• The problem:
Give the listing again character for character, but drop the images.

• Recorded data:
>>
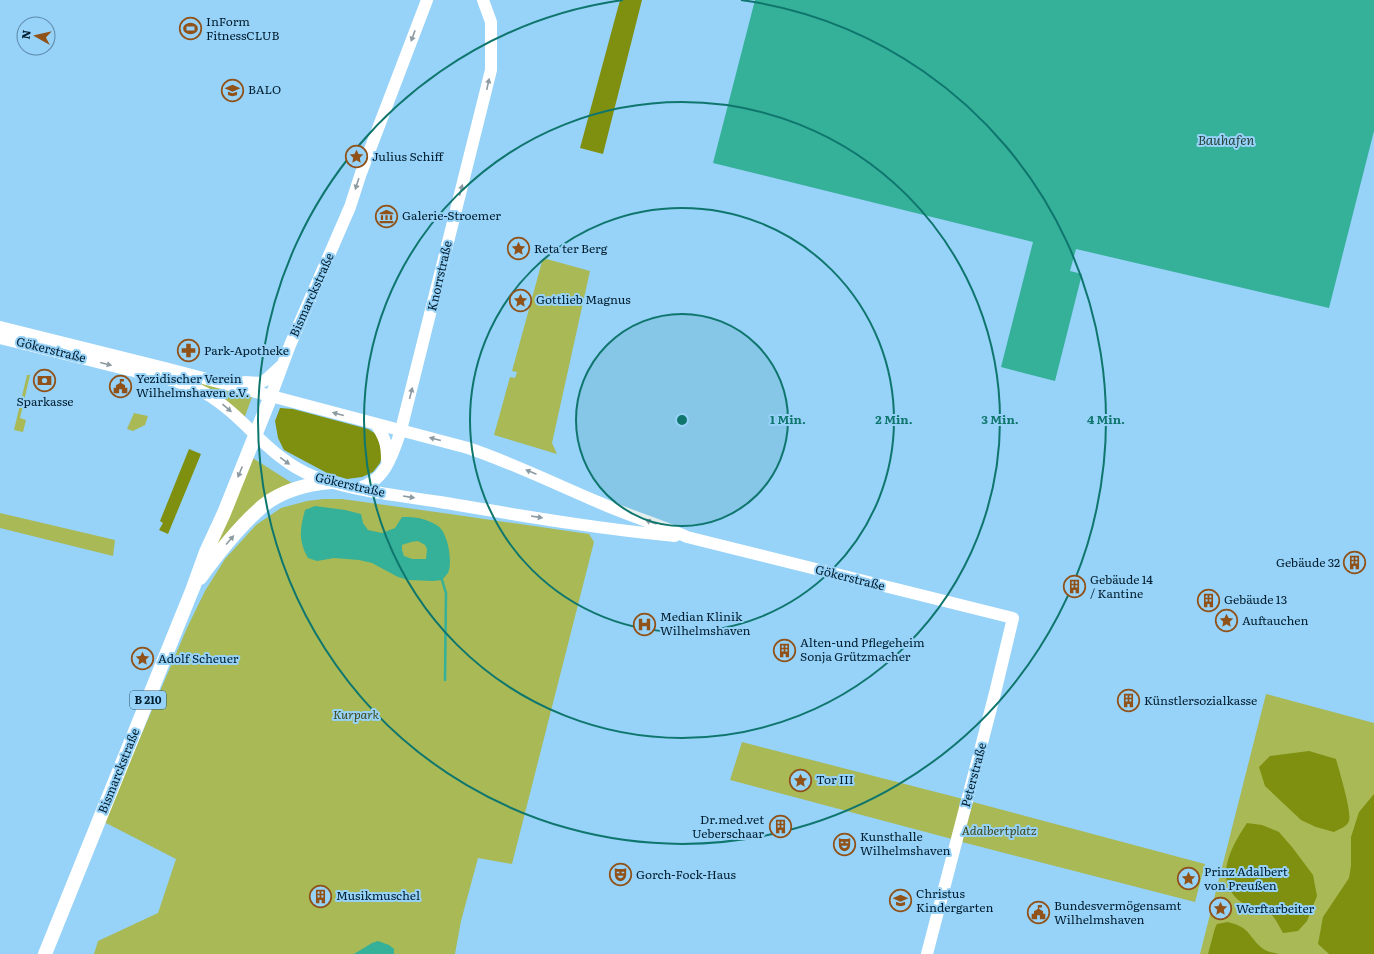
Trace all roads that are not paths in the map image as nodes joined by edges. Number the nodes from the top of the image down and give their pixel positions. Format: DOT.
graph roads {
  1 [pos="427,0"];
  2 [pos="483,0"];
  3 [pos="0,327"];
  4 [pos="0,338"];
  5 [pos="283,364"];
  6 [pos="233,386"];
  7 [pos="271,396"];
  8 [pos="376,424"];
  9 [pos="401,430"];
  10 [pos="255,436"];
  11 [pos="387,465"];
  12 [pos="331,482"];
  13 [pos="357,489"];
  14 [pos="687,537"];
  15 [pos="193,588"];
  16 [pos="1013,618"];
  17 [pos="45,954"];
  18 [pos="927,954"];
  1 -- 5 [label="main road, Bismarckstraße, one-way"];
  9 -- 2 [label="main road, Knorrstraße, one-way"];
  3 -- 6 [label="main road, Gökerstraße"];
  4 -- 10 [label="main road, Gökerstraße, one-way"];
  5 -- 6 [label="main road"];
  5 -- 7 [label="main road, Bismarckstraße"];
  6 -- 7 [label="main road, Gökerstraße"];
  8 -- 7 [label="main road, Gökerstraße, one-way"];
  7 -- 10 [label="main road, Bismarckstraße / B 210"];
  8 -- 9 [label="main road, Gökerstraße"];
  8 -- 11 [label="main road"];
  9 -- 11 [label="main road, Knorrstraße"];
  14 -- 9 [label="main road, Gökerstraße, one-way"];
  10 -- 12 [label="main road, Gökerstraße, one-way"];
  10 -- 15 [label="main road, Bismarckstraße / B 210, one-way"];
  11 -- 13 [label="main road, Knorrstraße"];
  12 -- 13 [label="main road, Gökerstraße"];
  15 -- 12 [label="main road, Bismarckstraße / B 210, one-way"];
  13 -- 14 [label="main road, Gökerstraße, one-way"];
  14 -- 16 [label="main road, Gökerstraße"];
  15 -- 17 [label="main road, Bismarckstraße / B 210"];
  16 -- 18 [label="main road, Peterstraße"];
}
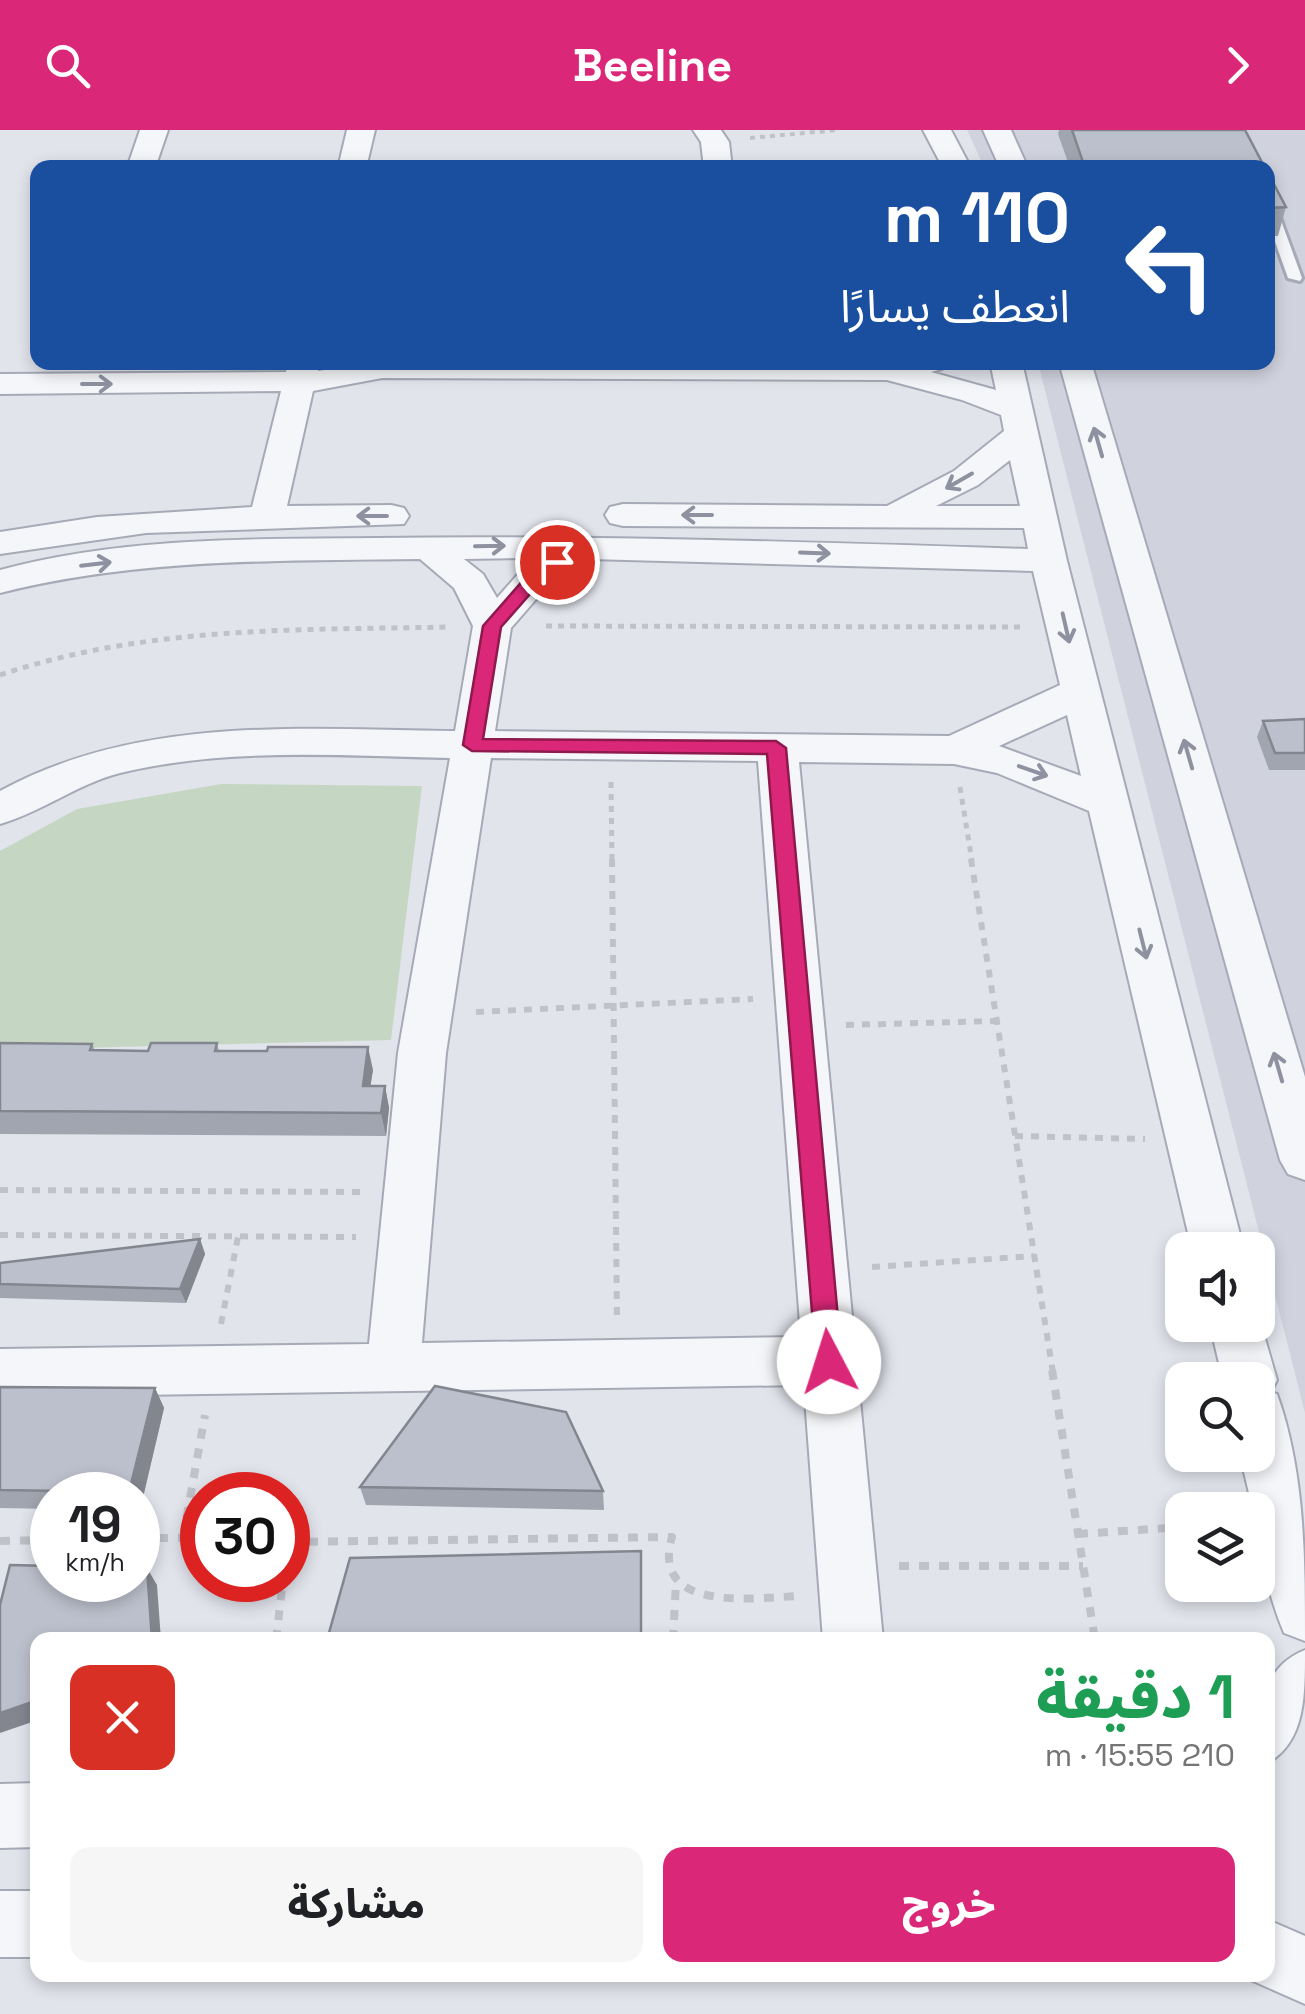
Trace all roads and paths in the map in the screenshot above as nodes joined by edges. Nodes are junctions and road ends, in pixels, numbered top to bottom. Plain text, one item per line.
1 (154, 130) edge
2 (361, 130) edge
3 (838, 130) edge
4 (937, 130) edge
5 (997, 130) edge
6 (713, 146) edge
7 (143, 160) edge
8 (354, 160) edge
9 (953, 160) edge
10 (1010, 160) edge
11 (1275, 224) edge
12 (1294, 277) edge
13 (0, 356) edge
14 (30, 356) edge
15 (358, 370) edge
16 (888, 370) edge
17 (1007, 370) edge
18 (1077, 370) edge
19 (302, 372) edge
20 (0, 384) edge
21 (1017, 422) junction
22 (889, 515) junction
23 (267, 516) junction
24 (1040, 516) junction
25 (0, 543) edge
26 (586, 545) junction
27 (428, 547) junction
28 (1049, 561) junction
29 (0, 582) edge
30 (492, 626) junction
31 (1066, 626) junction
32 (0, 675) edge
33 (1081, 690) junction
34 (472, 745) junction
35 (610, 746) junction
36 (776, 748) junction
37 (954, 750) junction
38 (1109, 803) junction
39 (0, 809) edge
40 (613, 1005) junction
41 (799, 1012) junction
42 (430, 1014) junction
43 (996, 1021) junction
44 (1015, 1136) junction
45 (1191, 1140) junction
46 (1305, 1160) edge
47 (0, 1190) edge
48 (411, 1192) junction
49 (1214, 1232) edge
50 (0, 1235) edge
51 (407, 1237) junction
52 (1034, 1256) junction
53 (821, 1270) junction
54 (829, 1362) junction
55 (618, 1364) junction
56 (393, 1368) junction
57 (0, 1374) edge
58 (1275, 1451) edge
59 (1290, 1485) edge
60 (1165, 1528) edge
61 (1078, 1534) junction
62 (30, 1541) edge
63 (0, 1542) edge
64 (310, 1542) edge
65 (1083, 1566) junction
66 (676, 1582) junction
67 (849, 1600) edge
68 (280, 1602) edge
69 (1305, 1612) edge
70 (277, 1632) edge
71 (673, 1632) edge
72 (1093, 1632) edge
73 (1305, 1680) edge
74 (1275, 1722) edge
75 (30, 1815) edge
76 (0, 1816) edge
77 (0, 1924) edge
78 (30, 1924) edge
79 (1275, 1956) edge
80 (1305, 1971) edge

1 - 7 street
2 - 8 street
3 - 6 path
4 - 9 street
5 - 10 street
11 - 12 lane
13 - 14 street
15 - 19 street
16 - 21 street
17 - 21 street
46 -> 18 street
20 -> 19 street
19 - 23 street
21 -> 22 street
21 - 24 street
22 -> 23 street
22 - 24 street
23 - 25 street
24 - 28 street
27 -> 26 street
26 -> 28 street
26 - 30 street
29 -> 27 street
27 - 30 street
28 - 31 street
30 - 31 path
30 - 32 path
30 - 34 street
31 -> 33 street
33 - 37 street
33 - 38 street
34 - 35 street
34 - 39 street
34 - 42 street
35 - 36 street
35 - 40 path
36 - 37 street
36 - 41 street
37 -> 38 street
37 - 43 path
38 -> 45 street
40 - 41 path
40 - 42 path
40 - 55 path
41 - 43 path
41 - 53 street
42 - 48 street
43 - 44 path
44 - 45 path
44 - 52 path
45 - 49 street
47 - 48 path
48 - 51 street
50 - 51 path
51 - 56 street
52 - 53 path
52 - 61 path
53 - 54 street
54 - 55 street
54 - 67 street
55 - 56 street
56 - 57 street
58 - 59 street
59 - 69 street
60 - 61 path
61 - 65 path
62 - 63 path
64 - 66 path
65 - 67 path
65 - 72 path
66 - 67 path
66 - 71 path
68 - 70 path
73 - 74 street
75 - 76 street
77 - 78 street
79 - 80 street

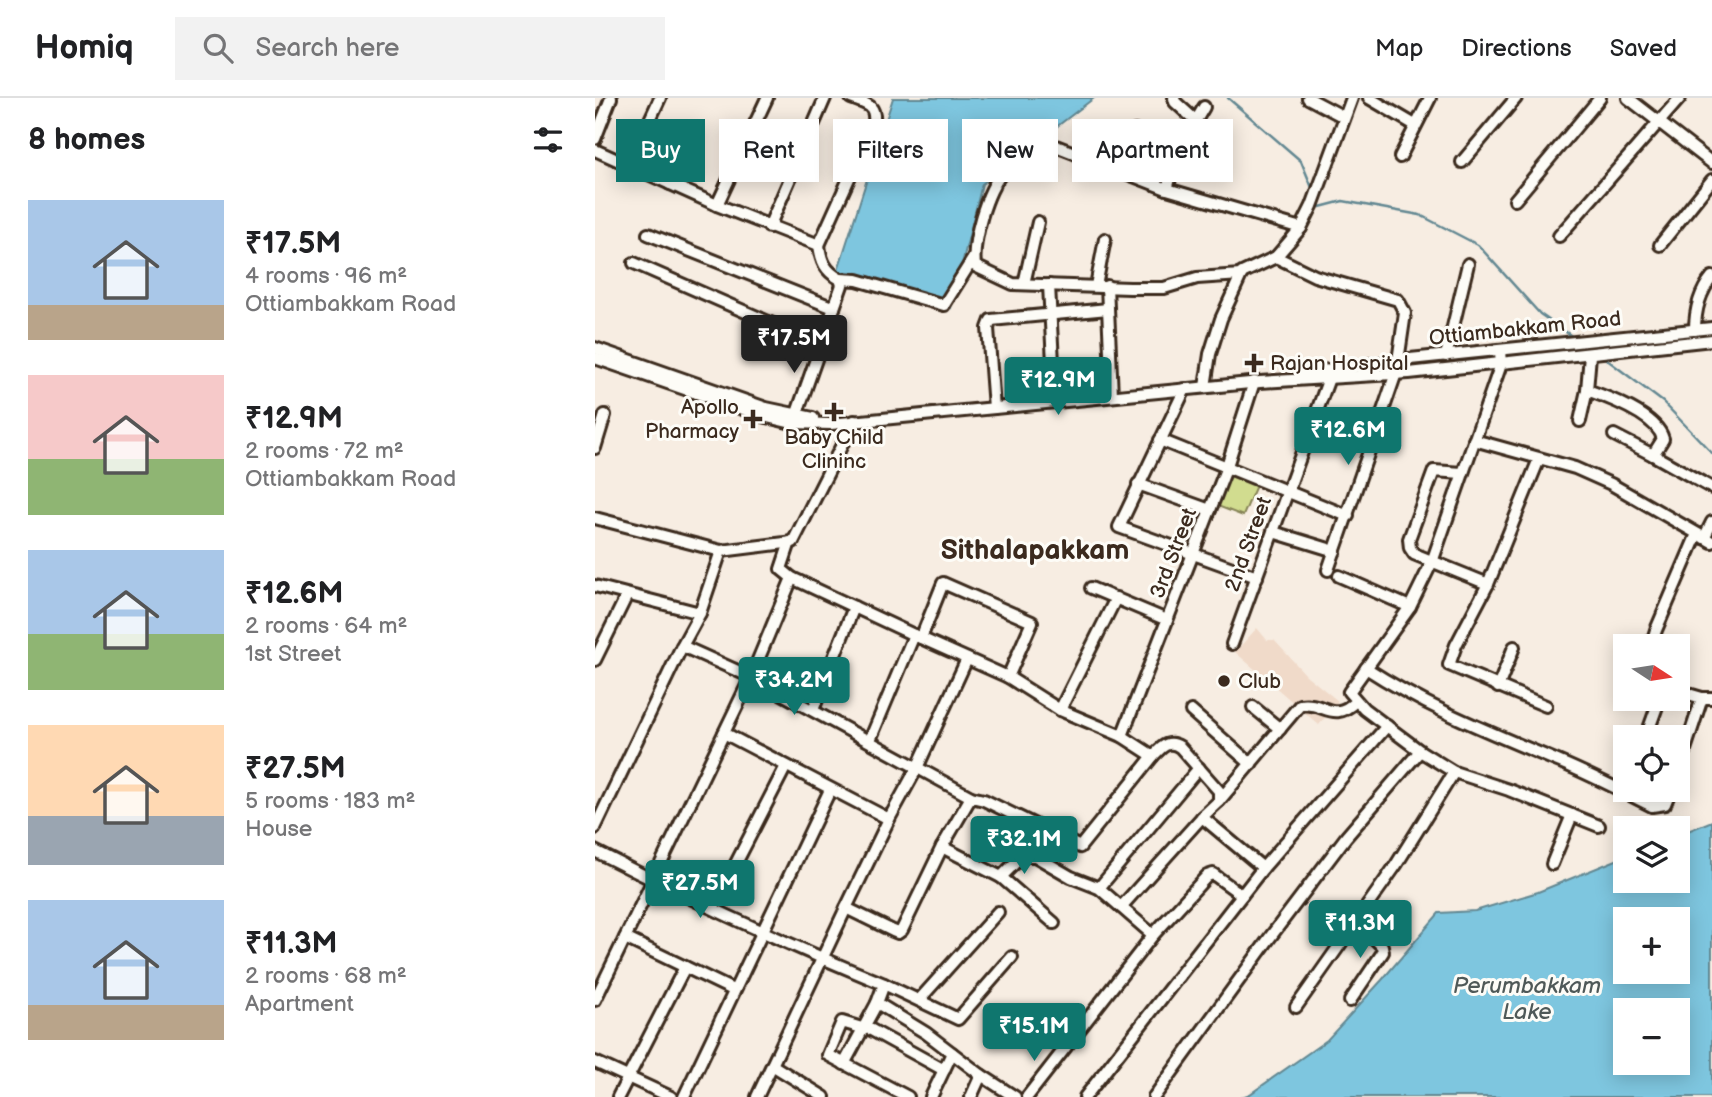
<<
• Output of the task:
Trace all roads that are not paths in the map image as nodes joined by edges. Number the nodes from the top of the image down and give their pixel positions. Format: DOT.
graph roads {
  1 [pos="427,0"];
  2 [pos="483,0"];
  3 [pos="0,327"];
  4 [pos="0,338"];
  5 [pos="283,364"];
  6 [pos="233,386"];
  7 [pos="271,396"];
  8 [pos="376,424"];
  9 [pos="401,430"];
  10 [pos="255,436"];
  11 [pos="387,465"];
  12 [pos="331,482"];
  13 [pos="357,489"];
  14 [pos="687,537"];
  15 [pos="193,588"];
  16 [pos="1013,618"];
  17 [pos="45,954"];
  18 [pos="927,954"];
  1 -- 5 [label="main road, Bismarckstraße, one-way"];
  9 -- 2 [label="main road, Knorrstraße, one-way"];
  3 -- 6 [label="main road, Gökerstraße"];
  4 -- 10 [label="main road, Gökerstraße, one-way"];
  5 -- 6 [label="main road"];
  5 -- 7 [label="main road, Bismarckstraße"];
  6 -- 7 [label="main road, Gökerstraße"];
  8 -- 7 [label="main road, Gökerstraße, one-way"];
  7 -- 10 [label="main road, Bismarckstraße / B 210"];
  8 -- 9 [label="main road, Gökerstraße"];
  8 -- 11 [label="main road"];
  9 -- 11 [label="main road, Knorrstraße"];
  14 -- 9 [label="main road, Gökerstraße, one-way"];
  10 -- 12 [label="main road, Gökerstraße, one-way"];
  10 -- 15 [label="main road, Bismarckstraße / B 210, one-way"];
  11 -- 13 [label="main road, Knorrstraße"];
  12 -- 13 [label="main road, Gökerstraße"];
  15 -- 12 [label="main road, Bismarckstraße / B 210, one-way"];
  13 -- 14 [label="main road, Gökerstraße, one-way"];
  14 -- 16 [label="main road, Gökerstraße"];
  15 -- 17 [label="main road, Bismarckstraße / B 210"];
  16 -- 18 [label="main road, Peterstraße"];
}
Trace all roads and paths in the map in the screenshot above as nodes joined by edges. Nodes are junctions and road ends, in pixels, numbered top to bottom. Plain text, one item per line.
1 (154, 130) edge
2 (361, 130) edge
3 (838, 130) edge
4 (937, 130) edge
5 (997, 130) edge
6 (713, 146) edge
7 (143, 160) edge
8 (354, 160) edge
9 (953, 160) edge
10 (1010, 160) edge
11 (1275, 224) edge
12 (1294, 277) edge
13 (0, 356) edge
14 (30, 356) edge
15 (358, 370) edge
16 (888, 370) edge
17 (1007, 370) edge
18 (1077, 370) edge
19 (302, 372) edge
20 (0, 384) edge
21 (1017, 422) junction
22 (889, 515) junction
23 (267, 516) junction
24 (1040, 516) junction
25 (0, 543) edge
26 (586, 545) junction
27 (428, 547) junction
28 (1049, 561) junction
29 (0, 582) edge
30 (492, 626) junction
31 (1066, 626) junction
32 (0, 675) edge
33 (1081, 690) junction
34 (472, 745) junction
35 (610, 746) junction
36 (776, 748) junction
37 (954, 750) junction
38 (1109, 803) junction
39 (0, 809) edge
40 (613, 1005) junction
41 (799, 1012) junction
42 (430, 1014) junction
43 (996, 1021) junction
44 (1015, 1136) junction
45 (1191, 1140) junction
46 (1305, 1160) edge
47 (0, 1190) edge
48 (411, 1192) junction
49 (1214, 1232) edge
50 (0, 1235) edge
51 (407, 1237) junction
52 (1034, 1256) junction
53 (821, 1270) junction
54 (829, 1362) junction
55 (618, 1364) junction
56 (393, 1368) junction
57 (0, 1374) edge
58 (1275, 1451) edge
59 (1290, 1485) edge
60 (1165, 1528) edge
61 (1078, 1534) junction
62 (30, 1541) edge
63 (0, 1542) edge
64 (310, 1542) edge
65 (1083, 1566) junction
66 (676, 1582) junction
67 (849, 1600) edge
68 (280, 1602) edge
69 (1305, 1612) edge
70 (277, 1632) edge
71 (673, 1632) edge
72 (1093, 1632) edge
73 (1305, 1680) edge
74 (1275, 1722) edge
75 (30, 1815) edge
76 (0, 1816) edge
77 (0, 1924) edge
78 (30, 1924) edge
79 (1275, 1956) edge
80 (1305, 1971) edge

1 - 7 street
2 - 8 street
3 - 6 path
4 - 9 street
5 - 10 street
11 - 12 lane
13 - 14 street
15 - 19 street
16 - 21 street
17 - 21 street
46 -> 18 street
20 -> 19 street
19 - 23 street
21 -> 22 street
21 - 24 street
22 -> 23 street
22 - 24 street
23 - 25 street
24 - 28 street
27 -> 26 street
26 -> 28 street
26 - 30 street
29 -> 27 street
27 - 30 street
28 - 31 street
30 - 31 path
30 - 32 path
30 - 34 street
31 -> 33 street
33 - 37 street
33 - 38 street
34 - 35 street
34 - 39 street
34 - 42 street
35 - 36 street
35 - 40 path
36 - 37 street
36 - 41 street
37 -> 38 street
37 - 43 path
38 -> 45 street
40 - 41 path
40 - 42 path
40 - 55 path
41 - 43 path
41 - 53 street
42 - 48 street
43 - 44 path
44 - 45 path
44 - 52 path
45 - 49 street
47 - 48 path
48 - 51 street
50 - 51 path
51 - 56 street
52 - 53 path
52 - 61 path
53 - 54 street
54 - 55 street
54 - 67 street
55 - 56 street
56 - 57 street
58 - 59 street
59 - 69 street
60 - 61 path
61 - 65 path
62 - 63 path
64 - 66 path
65 - 67 path
65 - 72 path
66 - 67 path
66 - 71 path
68 - 70 path
73 - 74 street
75 - 76 street
77 - 78 street
79 - 80 street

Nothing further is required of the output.